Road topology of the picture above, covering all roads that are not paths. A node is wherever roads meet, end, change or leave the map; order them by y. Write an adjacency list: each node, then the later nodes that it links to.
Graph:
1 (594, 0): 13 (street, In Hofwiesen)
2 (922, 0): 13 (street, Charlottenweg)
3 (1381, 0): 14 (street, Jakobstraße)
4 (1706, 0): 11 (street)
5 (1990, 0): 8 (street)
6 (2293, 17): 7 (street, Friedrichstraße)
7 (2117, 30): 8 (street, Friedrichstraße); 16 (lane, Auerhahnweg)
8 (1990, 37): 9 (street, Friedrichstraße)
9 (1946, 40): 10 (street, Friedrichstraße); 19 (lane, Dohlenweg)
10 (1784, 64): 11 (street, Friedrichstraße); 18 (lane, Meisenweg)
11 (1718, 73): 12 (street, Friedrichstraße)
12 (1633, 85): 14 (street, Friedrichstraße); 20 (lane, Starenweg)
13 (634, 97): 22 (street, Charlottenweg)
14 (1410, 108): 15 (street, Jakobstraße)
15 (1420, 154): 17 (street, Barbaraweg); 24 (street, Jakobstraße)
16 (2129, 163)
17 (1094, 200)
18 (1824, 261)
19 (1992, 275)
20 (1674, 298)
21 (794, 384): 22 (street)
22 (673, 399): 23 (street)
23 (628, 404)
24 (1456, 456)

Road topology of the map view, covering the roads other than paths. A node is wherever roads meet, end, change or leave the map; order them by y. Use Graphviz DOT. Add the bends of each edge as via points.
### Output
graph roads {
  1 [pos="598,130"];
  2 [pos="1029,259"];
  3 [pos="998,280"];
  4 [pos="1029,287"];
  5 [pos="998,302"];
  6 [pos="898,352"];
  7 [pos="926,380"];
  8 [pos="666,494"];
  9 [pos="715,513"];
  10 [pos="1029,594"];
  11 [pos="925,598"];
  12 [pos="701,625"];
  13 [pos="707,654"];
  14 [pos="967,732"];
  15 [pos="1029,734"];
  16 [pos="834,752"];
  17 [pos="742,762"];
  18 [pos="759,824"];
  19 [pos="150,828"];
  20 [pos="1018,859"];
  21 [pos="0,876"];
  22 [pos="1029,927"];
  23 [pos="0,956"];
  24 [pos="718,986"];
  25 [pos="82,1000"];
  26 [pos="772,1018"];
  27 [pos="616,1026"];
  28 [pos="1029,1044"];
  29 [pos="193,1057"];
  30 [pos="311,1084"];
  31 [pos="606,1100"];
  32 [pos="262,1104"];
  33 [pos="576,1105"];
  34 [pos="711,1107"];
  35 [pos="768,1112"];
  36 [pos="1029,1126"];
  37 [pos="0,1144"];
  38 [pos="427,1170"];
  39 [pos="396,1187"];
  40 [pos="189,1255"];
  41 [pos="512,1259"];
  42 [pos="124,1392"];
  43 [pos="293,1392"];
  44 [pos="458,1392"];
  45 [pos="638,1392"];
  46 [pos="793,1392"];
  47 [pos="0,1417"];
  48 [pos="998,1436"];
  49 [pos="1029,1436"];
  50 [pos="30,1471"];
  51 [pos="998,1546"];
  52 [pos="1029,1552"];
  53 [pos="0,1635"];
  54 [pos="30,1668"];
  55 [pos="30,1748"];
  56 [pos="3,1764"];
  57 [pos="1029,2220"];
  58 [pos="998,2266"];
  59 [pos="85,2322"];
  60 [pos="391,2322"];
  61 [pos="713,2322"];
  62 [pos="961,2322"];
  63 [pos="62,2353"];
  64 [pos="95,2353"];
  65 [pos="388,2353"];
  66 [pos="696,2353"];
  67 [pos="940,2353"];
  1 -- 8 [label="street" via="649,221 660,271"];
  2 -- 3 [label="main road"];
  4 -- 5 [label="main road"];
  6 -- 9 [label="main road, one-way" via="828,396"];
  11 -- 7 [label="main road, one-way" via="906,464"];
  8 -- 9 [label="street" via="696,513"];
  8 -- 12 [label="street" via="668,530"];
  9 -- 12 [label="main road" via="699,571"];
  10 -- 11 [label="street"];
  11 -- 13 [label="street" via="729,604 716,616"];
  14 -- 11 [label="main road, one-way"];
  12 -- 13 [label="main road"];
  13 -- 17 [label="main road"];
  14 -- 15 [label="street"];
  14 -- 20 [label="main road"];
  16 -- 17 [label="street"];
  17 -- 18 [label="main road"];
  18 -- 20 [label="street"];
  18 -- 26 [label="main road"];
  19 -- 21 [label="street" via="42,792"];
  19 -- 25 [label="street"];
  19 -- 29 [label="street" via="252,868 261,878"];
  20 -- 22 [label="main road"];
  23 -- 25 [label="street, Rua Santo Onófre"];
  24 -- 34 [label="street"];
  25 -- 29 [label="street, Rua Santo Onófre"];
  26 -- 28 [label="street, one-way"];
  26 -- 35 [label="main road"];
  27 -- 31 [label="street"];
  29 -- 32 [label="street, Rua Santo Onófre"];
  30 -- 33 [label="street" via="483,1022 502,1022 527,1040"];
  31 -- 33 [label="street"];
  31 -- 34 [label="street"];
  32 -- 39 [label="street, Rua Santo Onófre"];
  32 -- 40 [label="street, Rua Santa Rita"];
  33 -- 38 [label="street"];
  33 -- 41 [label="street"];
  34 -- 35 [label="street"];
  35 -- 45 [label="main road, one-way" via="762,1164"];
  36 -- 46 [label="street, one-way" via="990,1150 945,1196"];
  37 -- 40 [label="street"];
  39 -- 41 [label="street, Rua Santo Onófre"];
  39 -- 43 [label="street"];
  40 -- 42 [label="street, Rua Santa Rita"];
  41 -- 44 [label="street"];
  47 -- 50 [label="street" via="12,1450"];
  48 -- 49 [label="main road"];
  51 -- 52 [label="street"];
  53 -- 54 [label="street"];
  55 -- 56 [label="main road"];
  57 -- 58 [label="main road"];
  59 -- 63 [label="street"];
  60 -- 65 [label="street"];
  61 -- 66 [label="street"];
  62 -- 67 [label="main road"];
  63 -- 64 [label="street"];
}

-------

### What you have to do
Exactly reproduce every line of the data above.

### Response to the task
Road topology of the picture above, covering all roads that are not paths. A node is wherever roads meet, end, change or leave the map; order them by y. Write an adjacency list: each node, then the later nodes that it links to.
Graph:
1 (594, 0): 13 (street, In Hofwiesen)
2 (922, 0): 13 (street, Charlottenweg)
3 (1381, 0): 14 (street, Jakobstraße)
4 (1706, 0): 11 (street)
5 (1990, 0): 8 (street)
6 (2293, 17): 7 (street, Friedrichstraße)
7 (2117, 30): 8 (street, Friedrichstraße); 16 (lane, Auerhahnweg)
8 (1990, 37): 9 (street, Friedrichstraße)
9 (1946, 40): 10 (street, Friedrichstraße); 19 (lane, Dohlenweg)
10 (1784, 64): 11 (street, Friedrichstraße); 18 (lane, Meisenweg)
11 (1718, 73): 12 (street, Friedrichstraße)
12 (1633, 85): 14 (street, Friedrichstraße); 20 (lane, Starenweg)
13 (634, 97): 22 (street, Charlottenweg)
14 (1410, 108): 15 (street, Jakobstraße)
15 (1420, 154): 17 (street, Barbaraweg); 24 (street, Jakobstraße)
16 (2129, 163)
17 (1094, 200)
18 (1824, 261)
19 (1992, 275)
20 (1674, 298)
21 (794, 384): 22 (street)
22 (673, 399): 23 (street)
23 (628, 404)
24 (1456, 456)

Road topology of the map view, covering the roads other than paths. A node is wherever roads meet, end, change or leave the map; order them by y. Use Graphviz DOT. Add the bends of each edge as via points.
### Output
graph roads {
  1 [pos="598,130"];
  2 [pos="1029,259"];
  3 [pos="998,280"];
  4 [pos="1029,287"];
  5 [pos="998,302"];
  6 [pos="898,352"];
  7 [pos="926,380"];
  8 [pos="666,494"];
  9 [pos="715,513"];
  10 [pos="1029,594"];
  11 [pos="925,598"];
  12 [pos="701,625"];
  13 [pos="707,654"];
  14 [pos="967,732"];
  15 [pos="1029,734"];
  16 [pos="834,752"];
  17 [pos="742,762"];
  18 [pos="759,824"];
  19 [pos="150,828"];
  20 [pos="1018,859"];
  21 [pos="0,876"];
  22 [pos="1029,927"];
  23 [pos="0,956"];
  24 [pos="718,986"];
  25 [pos="82,1000"];
  26 [pos="772,1018"];
  27 [pos="616,1026"];
  28 [pos="1029,1044"];
  29 [pos="193,1057"];
  30 [pos="311,1084"];
  31 [pos="606,1100"];
  32 [pos="262,1104"];
  33 [pos="576,1105"];
  34 [pos="711,1107"];
  35 [pos="768,1112"];
  36 [pos="1029,1126"];
  37 [pos="0,1144"];
  38 [pos="427,1170"];
  39 [pos="396,1187"];
  40 [pos="189,1255"];
  41 [pos="512,1259"];
  42 [pos="124,1392"];
  43 [pos="293,1392"];
  44 [pos="458,1392"];
  45 [pos="638,1392"];
  46 [pos="793,1392"];
  47 [pos="0,1417"];
  48 [pos="998,1436"];
  49 [pos="1029,1436"];
  50 [pos="30,1471"];
  51 [pos="998,1546"];
  52 [pos="1029,1552"];
  53 [pos="0,1635"];
  54 [pos="30,1668"];
  55 [pos="30,1748"];
  56 [pos="3,1764"];
  57 [pos="1029,2220"];
  58 [pos="998,2266"];
  59 [pos="85,2322"];
  60 [pos="391,2322"];
  61 [pos="713,2322"];
  62 [pos="961,2322"];
  63 [pos="62,2353"];
  64 [pos="95,2353"];
  65 [pos="388,2353"];
  66 [pos="696,2353"];
  67 [pos="940,2353"];
  1 -- 8 [label="street" via="649,221 660,271"];
  2 -- 3 [label="main road"];
  4 -- 5 [label="main road"];
  6 -- 9 [label="main road, one-way" via="828,396"];
  11 -- 7 [label="main road, one-way" via="906,464"];
  8 -- 9 [label="street" via="696,513"];
  8 -- 12 [label="street" via="668,530"];
  9 -- 12 [label="main road" via="699,571"];
  10 -- 11 [label="street"];
  11 -- 13 [label="street" via="729,604 716,616"];
  14 -- 11 [label="main road, one-way"];
  12 -- 13 [label="main road"];
  13 -- 17 [label="main road"];
  14 -- 15 [label="street"];
  14 -- 20 [label="main road"];
  16 -- 17 [label="street"];
  17 -- 18 [label="main road"];
  18 -- 20 [label="street"];
  18 -- 26 [label="main road"];
  19 -- 21 [label="street" via="42,792"];
  19 -- 25 [label="street"];
  19 -- 29 [label="street" via="252,868 261,878"];
  20 -- 22 [label="main road"];
  23 -- 25 [label="street, Rua Santo Onófre"];
  24 -- 34 [label="street"];
  25 -- 29 [label="street, Rua Santo Onófre"];
  26 -- 28 [label="street, one-way"];
  26 -- 35 [label="main road"];
  27 -- 31 [label="street"];
  29 -- 32 [label="street, Rua Santo Onófre"];
  30 -- 33 [label="street" via="483,1022 502,1022 527,1040"];
  31 -- 33 [label="street"];
  31 -- 34 [label="street"];
  32 -- 39 [label="street, Rua Santo Onófre"];
  32 -- 40 [label="street, Rua Santa Rita"];
  33 -- 38 [label="street"];
  33 -- 41 [label="street"];
  34 -- 35 [label="street"];
  35 -- 45 [label="main road, one-way" via="762,1164"];
  36 -- 46 [label="street, one-way" via="990,1150 945,1196"];
  37 -- 40 [label="street"];
  39 -- 41 [label="street, Rua Santo Onófre"];
  39 -- 43 [label="street"];
  40 -- 42 [label="street, Rua Santa Rita"];
  41 -- 44 [label="street"];
  47 -- 50 [label="street" via="12,1450"];
  48 -- 49 [label="main road"];
  51 -- 52 [label="street"];
  53 -- 54 [label="street"];
  55 -- 56 [label="main road"];
  57 -- 58 [label="main road"];
  59 -- 63 [label="street"];
  60 -- 65 [label="street"];
  61 -- 66 [label="street"];
  62 -- 67 [label="main road"];
  63 -- 64 [label="street"];
}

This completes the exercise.